Die enge Auslegung, die das Finanzgericht dieser Vorschrift gibt, widerspricht an sich nicht dem Wortlaut. Bei sinngemäßer Auslegung scheint aber eine etwas weitere Auslegung mehr dem Willen des Gesetzes zu entsprechen. Bei der Bestimmung, welche "üblichen Kontorräume mit der Lagerung zusammenhängen", ist auch die Branche, zu der der betreffende Betrieb gehört, in Betracht zu ziehen. Beim lagerhaltenden Großhandel ist im allgemeinen der Bedarf an Büroraum im Verhältnis zum Lagerraum nicht groß. Nach § 12 Abs. 1 Buchstabe b EStDV dürfen die Herstellungskosten für die Kontorräume 20 v. H. der Herstellungskosten des Gebäudes nicht übersteigen. Es würde wohl dem Sinn der Bestimmung nicht entsprechen, innerhalb der Grenze von 20 v. H. wiederum mit dem Finanzgericht zu unterscheiden, ob die Kontorräume unmittelbar oder nur mittelbar mit der Lagerung zusammenhängen. Diese Unterscheidung wird durch den Wortlaut des § 12 EStDV nicht gefordert. Sie wäre auch praktisch kaum durchzuführen und würde zu einer Quelle von Meinungsverschiedenheiten zwischen den Steuerpflichtigen und den Finanzbehörden werden. Die volkswirtschaftliche Funktion des Großhandels besteht wesentlich auch in der Lagerhaltung. Die üblichen Kontorräume des Großhandels sind mehr oder weniger alle auf diesen Zweck bezogen. Die Auslegung des Finanzgerichts würde die Vergünstigung des § 7 e EStG für den Großhandel weitgehend gegenstandslos machen. Denn im allgemeinen verbindet der Großhandel seine Büroräume mit dem Lager, weil das zweckmäßig ist. In allen diesen Fällen entfiele nach der Auslegung des Finanzgerichts der § 7 e EStG.

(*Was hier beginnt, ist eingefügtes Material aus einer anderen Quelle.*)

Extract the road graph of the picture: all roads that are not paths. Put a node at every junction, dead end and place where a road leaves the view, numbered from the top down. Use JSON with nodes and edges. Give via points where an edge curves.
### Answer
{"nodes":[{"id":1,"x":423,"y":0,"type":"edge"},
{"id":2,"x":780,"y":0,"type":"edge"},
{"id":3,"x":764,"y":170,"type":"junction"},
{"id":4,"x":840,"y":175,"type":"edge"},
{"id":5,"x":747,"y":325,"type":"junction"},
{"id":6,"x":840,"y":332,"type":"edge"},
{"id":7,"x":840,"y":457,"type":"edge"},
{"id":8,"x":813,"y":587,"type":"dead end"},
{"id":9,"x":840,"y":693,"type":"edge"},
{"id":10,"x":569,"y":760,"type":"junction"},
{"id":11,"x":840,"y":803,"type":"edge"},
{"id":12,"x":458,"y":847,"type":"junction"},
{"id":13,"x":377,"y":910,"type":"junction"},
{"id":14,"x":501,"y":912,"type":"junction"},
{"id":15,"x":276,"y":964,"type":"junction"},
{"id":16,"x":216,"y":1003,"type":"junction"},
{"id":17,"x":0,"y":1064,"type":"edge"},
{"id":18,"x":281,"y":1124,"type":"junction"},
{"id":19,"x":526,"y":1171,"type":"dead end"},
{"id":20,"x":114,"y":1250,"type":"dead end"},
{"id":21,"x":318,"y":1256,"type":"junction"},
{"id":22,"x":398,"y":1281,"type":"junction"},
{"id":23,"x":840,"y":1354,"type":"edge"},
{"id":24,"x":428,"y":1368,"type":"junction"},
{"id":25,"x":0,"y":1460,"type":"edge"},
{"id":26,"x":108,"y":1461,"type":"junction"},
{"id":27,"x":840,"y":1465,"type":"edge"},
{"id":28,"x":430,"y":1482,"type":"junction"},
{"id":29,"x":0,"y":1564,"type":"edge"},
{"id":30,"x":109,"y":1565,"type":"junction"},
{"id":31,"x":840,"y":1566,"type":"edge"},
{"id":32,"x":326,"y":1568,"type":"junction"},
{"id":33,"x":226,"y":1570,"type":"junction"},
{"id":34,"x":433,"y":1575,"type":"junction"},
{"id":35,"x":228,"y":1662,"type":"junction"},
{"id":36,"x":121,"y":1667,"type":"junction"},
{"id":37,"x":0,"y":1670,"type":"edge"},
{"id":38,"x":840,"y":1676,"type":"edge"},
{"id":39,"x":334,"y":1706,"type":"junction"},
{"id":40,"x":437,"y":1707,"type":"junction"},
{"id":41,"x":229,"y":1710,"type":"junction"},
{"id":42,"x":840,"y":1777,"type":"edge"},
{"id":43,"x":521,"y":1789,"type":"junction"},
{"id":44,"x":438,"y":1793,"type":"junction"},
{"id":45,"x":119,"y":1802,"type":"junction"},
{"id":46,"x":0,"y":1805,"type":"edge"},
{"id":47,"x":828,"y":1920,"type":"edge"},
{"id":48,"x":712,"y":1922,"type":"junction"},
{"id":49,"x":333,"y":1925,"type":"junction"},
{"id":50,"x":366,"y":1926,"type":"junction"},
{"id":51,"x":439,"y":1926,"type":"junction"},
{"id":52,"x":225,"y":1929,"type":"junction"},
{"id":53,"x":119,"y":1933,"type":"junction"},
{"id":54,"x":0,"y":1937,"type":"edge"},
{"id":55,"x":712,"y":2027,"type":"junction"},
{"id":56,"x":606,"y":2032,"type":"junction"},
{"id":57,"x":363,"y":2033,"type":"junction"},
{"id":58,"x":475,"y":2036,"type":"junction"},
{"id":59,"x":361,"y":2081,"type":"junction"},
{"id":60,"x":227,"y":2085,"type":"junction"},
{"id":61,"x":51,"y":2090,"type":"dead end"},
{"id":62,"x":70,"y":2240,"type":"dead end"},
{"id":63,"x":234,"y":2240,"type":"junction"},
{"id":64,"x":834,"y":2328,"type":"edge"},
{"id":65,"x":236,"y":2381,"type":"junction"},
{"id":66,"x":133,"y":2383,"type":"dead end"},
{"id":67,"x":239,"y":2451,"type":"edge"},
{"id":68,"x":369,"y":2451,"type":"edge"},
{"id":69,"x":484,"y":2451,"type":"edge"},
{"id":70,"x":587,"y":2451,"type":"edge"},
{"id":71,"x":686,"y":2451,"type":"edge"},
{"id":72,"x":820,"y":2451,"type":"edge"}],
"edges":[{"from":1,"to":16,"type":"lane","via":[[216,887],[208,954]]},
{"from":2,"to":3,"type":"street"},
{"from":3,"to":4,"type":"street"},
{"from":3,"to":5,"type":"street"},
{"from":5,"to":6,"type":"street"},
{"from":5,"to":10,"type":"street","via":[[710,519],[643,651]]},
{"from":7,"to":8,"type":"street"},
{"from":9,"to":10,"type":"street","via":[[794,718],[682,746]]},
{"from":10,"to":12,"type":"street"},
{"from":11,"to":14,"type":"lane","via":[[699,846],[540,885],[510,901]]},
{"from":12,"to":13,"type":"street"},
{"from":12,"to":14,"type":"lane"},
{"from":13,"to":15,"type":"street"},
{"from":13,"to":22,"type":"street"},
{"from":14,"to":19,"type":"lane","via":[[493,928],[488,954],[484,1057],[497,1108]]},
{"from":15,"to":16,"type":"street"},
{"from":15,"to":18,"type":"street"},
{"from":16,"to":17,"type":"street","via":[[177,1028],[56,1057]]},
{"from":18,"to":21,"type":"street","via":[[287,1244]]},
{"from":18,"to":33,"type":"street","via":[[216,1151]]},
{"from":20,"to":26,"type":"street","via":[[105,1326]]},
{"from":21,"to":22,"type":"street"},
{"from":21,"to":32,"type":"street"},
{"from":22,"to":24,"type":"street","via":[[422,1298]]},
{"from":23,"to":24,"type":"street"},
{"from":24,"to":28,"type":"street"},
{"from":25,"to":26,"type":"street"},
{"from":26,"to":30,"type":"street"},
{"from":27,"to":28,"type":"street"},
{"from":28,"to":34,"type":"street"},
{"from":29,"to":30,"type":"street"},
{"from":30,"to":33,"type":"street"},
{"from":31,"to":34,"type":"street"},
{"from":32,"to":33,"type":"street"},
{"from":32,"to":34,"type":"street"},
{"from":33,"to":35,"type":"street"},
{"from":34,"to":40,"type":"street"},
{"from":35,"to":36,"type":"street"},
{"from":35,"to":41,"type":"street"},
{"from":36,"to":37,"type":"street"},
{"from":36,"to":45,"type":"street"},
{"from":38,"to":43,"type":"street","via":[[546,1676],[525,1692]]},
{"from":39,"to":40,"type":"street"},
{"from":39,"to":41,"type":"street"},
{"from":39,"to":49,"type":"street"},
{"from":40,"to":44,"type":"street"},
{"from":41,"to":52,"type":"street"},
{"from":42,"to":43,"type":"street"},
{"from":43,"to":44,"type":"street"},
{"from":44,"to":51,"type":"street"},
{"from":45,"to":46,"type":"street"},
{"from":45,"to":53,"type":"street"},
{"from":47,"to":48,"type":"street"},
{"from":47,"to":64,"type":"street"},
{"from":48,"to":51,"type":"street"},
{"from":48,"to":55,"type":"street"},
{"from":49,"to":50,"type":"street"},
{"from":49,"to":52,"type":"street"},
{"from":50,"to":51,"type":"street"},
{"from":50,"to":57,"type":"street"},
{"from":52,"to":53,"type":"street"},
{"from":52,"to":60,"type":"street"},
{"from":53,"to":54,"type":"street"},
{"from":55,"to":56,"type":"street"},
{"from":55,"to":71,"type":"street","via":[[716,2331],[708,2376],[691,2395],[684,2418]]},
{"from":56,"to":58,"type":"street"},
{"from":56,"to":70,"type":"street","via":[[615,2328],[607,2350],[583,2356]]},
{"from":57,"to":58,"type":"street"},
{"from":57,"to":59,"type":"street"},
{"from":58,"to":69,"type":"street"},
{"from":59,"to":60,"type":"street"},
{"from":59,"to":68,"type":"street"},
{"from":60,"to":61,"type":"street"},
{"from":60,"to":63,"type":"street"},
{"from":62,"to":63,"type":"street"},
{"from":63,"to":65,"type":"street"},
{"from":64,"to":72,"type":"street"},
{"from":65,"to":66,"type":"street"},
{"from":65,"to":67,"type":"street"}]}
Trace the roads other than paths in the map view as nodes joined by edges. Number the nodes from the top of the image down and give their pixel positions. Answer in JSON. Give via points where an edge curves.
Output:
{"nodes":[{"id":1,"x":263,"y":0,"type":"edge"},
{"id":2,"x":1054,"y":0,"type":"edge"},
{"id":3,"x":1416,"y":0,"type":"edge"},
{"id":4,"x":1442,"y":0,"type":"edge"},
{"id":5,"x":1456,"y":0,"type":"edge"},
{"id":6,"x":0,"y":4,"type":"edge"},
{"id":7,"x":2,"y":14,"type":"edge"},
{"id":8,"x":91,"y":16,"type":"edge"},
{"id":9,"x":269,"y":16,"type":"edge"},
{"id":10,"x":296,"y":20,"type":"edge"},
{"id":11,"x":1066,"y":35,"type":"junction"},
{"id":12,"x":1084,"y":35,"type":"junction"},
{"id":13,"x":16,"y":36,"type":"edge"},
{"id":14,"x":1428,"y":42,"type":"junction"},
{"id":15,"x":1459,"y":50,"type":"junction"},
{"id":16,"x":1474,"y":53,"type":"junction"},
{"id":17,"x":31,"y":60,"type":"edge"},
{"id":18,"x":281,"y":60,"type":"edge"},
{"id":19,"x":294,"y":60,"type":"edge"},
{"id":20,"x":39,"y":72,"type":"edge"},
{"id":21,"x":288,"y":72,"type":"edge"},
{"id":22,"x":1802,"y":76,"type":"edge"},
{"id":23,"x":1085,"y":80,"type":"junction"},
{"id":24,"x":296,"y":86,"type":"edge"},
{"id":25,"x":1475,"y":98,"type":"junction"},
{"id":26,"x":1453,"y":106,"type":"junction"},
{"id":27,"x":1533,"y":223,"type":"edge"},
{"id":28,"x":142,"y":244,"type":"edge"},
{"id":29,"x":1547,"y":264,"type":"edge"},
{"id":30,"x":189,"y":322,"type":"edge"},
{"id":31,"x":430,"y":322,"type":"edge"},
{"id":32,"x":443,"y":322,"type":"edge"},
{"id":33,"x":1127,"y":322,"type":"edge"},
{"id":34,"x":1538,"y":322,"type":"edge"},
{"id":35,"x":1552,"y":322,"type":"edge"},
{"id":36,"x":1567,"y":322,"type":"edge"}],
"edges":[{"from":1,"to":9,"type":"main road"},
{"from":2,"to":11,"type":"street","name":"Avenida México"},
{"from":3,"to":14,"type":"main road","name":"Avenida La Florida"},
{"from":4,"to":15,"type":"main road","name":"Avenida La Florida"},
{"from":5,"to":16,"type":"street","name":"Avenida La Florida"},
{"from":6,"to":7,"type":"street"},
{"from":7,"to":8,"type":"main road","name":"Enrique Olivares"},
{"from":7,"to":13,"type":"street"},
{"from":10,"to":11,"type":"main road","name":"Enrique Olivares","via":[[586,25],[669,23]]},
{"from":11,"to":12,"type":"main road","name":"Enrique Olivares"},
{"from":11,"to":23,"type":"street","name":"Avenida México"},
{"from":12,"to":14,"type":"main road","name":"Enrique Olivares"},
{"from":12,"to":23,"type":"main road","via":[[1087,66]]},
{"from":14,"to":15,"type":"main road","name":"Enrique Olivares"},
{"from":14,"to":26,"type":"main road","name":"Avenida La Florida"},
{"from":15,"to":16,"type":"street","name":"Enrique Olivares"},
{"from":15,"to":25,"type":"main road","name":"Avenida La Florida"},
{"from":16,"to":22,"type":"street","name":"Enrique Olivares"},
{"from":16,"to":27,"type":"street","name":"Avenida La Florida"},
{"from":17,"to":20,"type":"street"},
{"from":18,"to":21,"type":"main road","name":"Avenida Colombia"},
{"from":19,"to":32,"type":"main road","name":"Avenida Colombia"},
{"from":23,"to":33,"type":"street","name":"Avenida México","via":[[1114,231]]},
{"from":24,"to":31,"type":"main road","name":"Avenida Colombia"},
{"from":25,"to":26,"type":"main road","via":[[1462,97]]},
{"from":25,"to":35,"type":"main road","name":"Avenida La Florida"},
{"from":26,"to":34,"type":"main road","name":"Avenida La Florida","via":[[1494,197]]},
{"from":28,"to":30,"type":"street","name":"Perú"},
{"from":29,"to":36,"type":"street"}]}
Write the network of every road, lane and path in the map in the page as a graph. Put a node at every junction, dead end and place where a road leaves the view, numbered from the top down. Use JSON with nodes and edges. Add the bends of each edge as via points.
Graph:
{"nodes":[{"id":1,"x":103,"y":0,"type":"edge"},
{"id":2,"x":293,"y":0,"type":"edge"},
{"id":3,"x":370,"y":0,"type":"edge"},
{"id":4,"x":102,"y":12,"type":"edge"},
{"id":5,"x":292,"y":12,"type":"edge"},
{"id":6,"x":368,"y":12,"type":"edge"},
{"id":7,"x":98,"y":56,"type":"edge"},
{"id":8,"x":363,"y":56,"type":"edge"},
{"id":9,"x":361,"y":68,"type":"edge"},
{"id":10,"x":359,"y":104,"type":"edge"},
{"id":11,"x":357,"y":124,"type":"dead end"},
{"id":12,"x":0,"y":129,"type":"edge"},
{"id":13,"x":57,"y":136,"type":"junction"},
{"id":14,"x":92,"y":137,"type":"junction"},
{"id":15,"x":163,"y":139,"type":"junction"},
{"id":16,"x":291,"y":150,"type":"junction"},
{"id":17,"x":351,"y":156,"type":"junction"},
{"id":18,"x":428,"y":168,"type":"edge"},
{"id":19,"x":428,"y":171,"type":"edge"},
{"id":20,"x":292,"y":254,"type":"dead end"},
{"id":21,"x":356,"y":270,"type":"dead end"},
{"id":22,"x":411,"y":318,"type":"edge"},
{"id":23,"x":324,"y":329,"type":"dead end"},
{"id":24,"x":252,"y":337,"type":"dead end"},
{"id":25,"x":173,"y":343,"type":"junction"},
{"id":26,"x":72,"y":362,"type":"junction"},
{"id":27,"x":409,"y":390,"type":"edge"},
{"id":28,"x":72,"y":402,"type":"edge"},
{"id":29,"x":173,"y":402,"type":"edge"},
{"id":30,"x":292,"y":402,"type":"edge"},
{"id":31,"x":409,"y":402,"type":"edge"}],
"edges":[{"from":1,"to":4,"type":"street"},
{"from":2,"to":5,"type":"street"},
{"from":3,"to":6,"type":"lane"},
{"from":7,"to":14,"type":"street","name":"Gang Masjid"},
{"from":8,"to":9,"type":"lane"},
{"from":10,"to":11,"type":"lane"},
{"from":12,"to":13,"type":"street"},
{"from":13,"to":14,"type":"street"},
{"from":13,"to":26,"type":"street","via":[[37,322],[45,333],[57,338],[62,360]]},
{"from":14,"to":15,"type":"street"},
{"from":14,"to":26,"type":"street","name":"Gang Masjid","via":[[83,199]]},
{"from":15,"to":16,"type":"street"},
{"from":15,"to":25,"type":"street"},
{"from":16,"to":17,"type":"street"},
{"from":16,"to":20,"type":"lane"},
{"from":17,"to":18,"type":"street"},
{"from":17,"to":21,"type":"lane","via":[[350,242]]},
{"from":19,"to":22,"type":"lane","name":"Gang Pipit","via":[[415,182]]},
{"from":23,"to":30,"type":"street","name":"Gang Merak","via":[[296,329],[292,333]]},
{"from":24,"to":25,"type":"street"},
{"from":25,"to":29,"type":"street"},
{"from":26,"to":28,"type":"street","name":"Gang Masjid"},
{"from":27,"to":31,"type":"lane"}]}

Demnach entspricht es wohl besser dem Willen des Gesetzgebers, anzunehmen, daß die Schaffung der beim Großhandel brancheüblichen und unmittelbar dem Großhandel dienenden Büroräume die Vergünstigung nicht ausschließt, wenn auf diese Büroräume nicht mehr als 20 v. H. der Herstellungskosten des Gebäudes entfallen.

Da das Finanzgericht § 7 e Abs. 1 Buchstabe d EStG und § 12 Abs. 1 Buchstabe b EStDV 1950 anders ausgelegt hat, sind die Vorentscheidungen aufzuheben. Die nicht spruchreife Sache wird an das Finanzamt zurückverwiesen, das den Streitfall unter den vorstehenden rechtlichen Gesichtspunkten nochmals zu würdigen hat. Ergibt sich, daß die von der Bfin. geschaffenen und dem Betrieb dienenden Büroräume sich im brancheüblichen Rahmen halten und von den Herstellungskosten nicht mehr als 20 v. H. auf die Büroräume entfallen, so besteht gegen die Anerkennung der Sonderabschreibung nach § 7 e EStG 1950 kein rechtliches Bedenken.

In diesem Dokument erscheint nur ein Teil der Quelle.